**WHAT THE TASK REQUIRES**: Select from the data all lines with the word "street".

BEGIN INPUT RECORDS

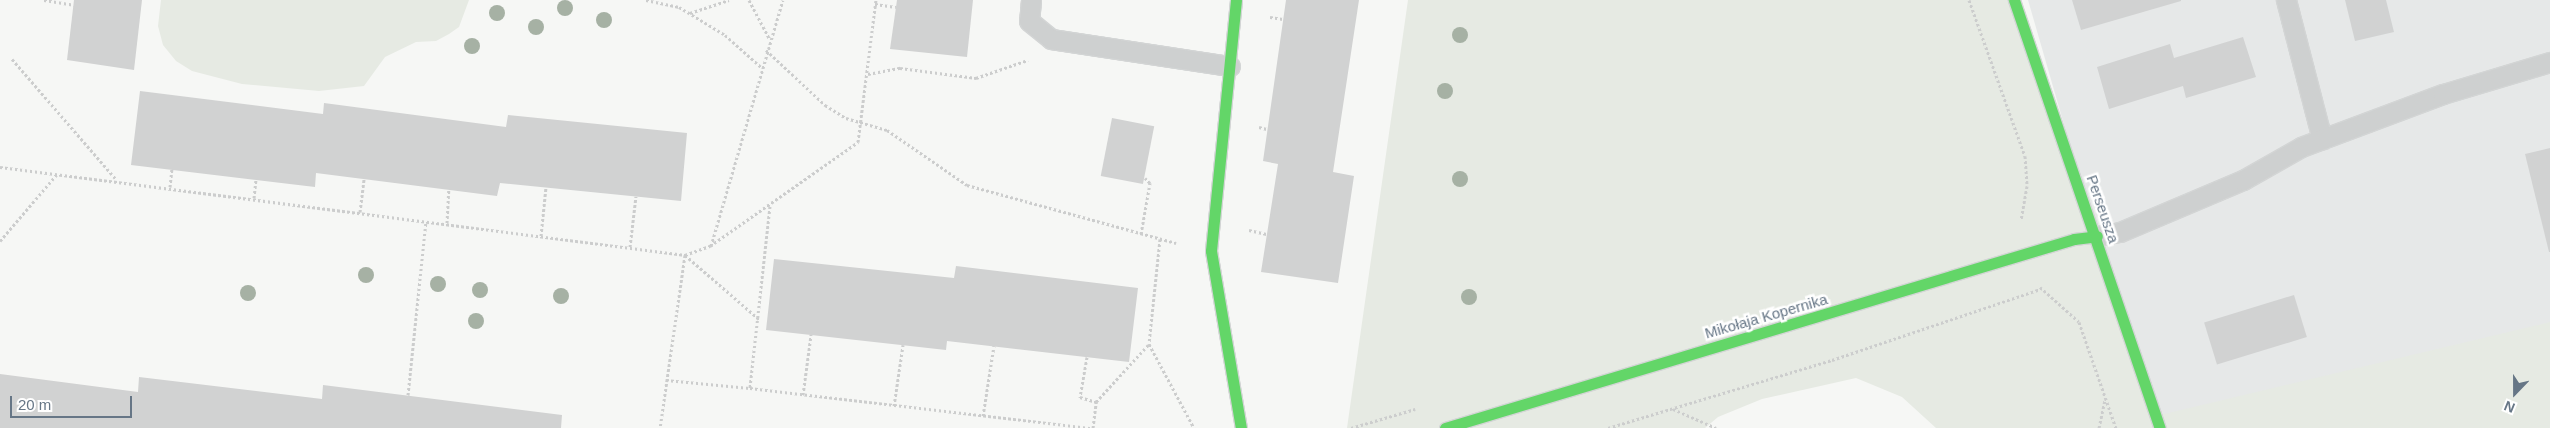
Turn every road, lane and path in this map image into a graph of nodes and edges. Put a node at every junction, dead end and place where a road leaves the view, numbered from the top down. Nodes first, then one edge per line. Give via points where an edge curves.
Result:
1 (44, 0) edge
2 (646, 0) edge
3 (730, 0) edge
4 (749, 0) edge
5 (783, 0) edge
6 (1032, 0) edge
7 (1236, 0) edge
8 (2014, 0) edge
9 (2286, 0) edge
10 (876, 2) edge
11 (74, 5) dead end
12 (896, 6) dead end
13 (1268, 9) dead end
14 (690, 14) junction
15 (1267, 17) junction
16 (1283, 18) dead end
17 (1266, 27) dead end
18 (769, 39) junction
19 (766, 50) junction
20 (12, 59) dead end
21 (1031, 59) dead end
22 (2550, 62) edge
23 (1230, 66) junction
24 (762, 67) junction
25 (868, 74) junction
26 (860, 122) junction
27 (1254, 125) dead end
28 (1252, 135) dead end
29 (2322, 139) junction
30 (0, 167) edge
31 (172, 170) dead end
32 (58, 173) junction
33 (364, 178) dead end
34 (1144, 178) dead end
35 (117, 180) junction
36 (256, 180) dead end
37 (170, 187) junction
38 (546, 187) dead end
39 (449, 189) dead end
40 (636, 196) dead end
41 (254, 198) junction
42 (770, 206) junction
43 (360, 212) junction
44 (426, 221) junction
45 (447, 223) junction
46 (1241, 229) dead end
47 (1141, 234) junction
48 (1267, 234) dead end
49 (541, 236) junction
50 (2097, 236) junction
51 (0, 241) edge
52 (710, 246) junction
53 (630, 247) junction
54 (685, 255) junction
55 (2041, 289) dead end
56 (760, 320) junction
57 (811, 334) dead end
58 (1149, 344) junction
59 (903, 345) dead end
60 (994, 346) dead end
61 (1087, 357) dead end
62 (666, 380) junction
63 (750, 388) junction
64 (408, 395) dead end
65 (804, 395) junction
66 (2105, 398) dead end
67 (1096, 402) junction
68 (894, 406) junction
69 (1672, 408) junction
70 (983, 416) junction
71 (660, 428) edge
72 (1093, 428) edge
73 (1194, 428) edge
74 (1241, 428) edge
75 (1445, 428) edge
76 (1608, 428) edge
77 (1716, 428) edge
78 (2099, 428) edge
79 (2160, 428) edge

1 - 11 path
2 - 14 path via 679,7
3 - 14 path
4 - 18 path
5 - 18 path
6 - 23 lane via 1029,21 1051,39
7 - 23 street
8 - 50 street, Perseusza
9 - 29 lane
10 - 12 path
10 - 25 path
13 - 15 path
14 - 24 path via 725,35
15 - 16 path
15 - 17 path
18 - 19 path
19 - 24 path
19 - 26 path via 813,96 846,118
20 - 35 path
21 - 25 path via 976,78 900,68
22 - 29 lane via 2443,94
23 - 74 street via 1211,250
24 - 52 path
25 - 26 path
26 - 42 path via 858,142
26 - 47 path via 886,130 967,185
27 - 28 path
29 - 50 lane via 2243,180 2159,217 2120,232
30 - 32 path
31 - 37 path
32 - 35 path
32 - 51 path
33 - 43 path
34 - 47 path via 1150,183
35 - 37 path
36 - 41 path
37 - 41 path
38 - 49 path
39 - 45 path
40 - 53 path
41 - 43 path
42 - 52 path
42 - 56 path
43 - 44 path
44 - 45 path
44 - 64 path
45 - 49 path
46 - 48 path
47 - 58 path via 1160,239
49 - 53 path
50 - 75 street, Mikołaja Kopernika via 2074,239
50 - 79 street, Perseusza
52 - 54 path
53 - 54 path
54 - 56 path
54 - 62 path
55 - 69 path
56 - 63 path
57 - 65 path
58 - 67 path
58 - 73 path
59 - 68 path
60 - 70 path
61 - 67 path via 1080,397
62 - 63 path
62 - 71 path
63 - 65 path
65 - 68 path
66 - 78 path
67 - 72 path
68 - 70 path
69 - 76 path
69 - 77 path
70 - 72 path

END INPUT RECORDS

**RESPONSE**:
7 - 23 street
8 - 50 street, Perseusza
23 - 74 street via 1211,250
50 - 75 street, Mikołaja Kopernika via 2074,239
50 - 79 street, Perseusza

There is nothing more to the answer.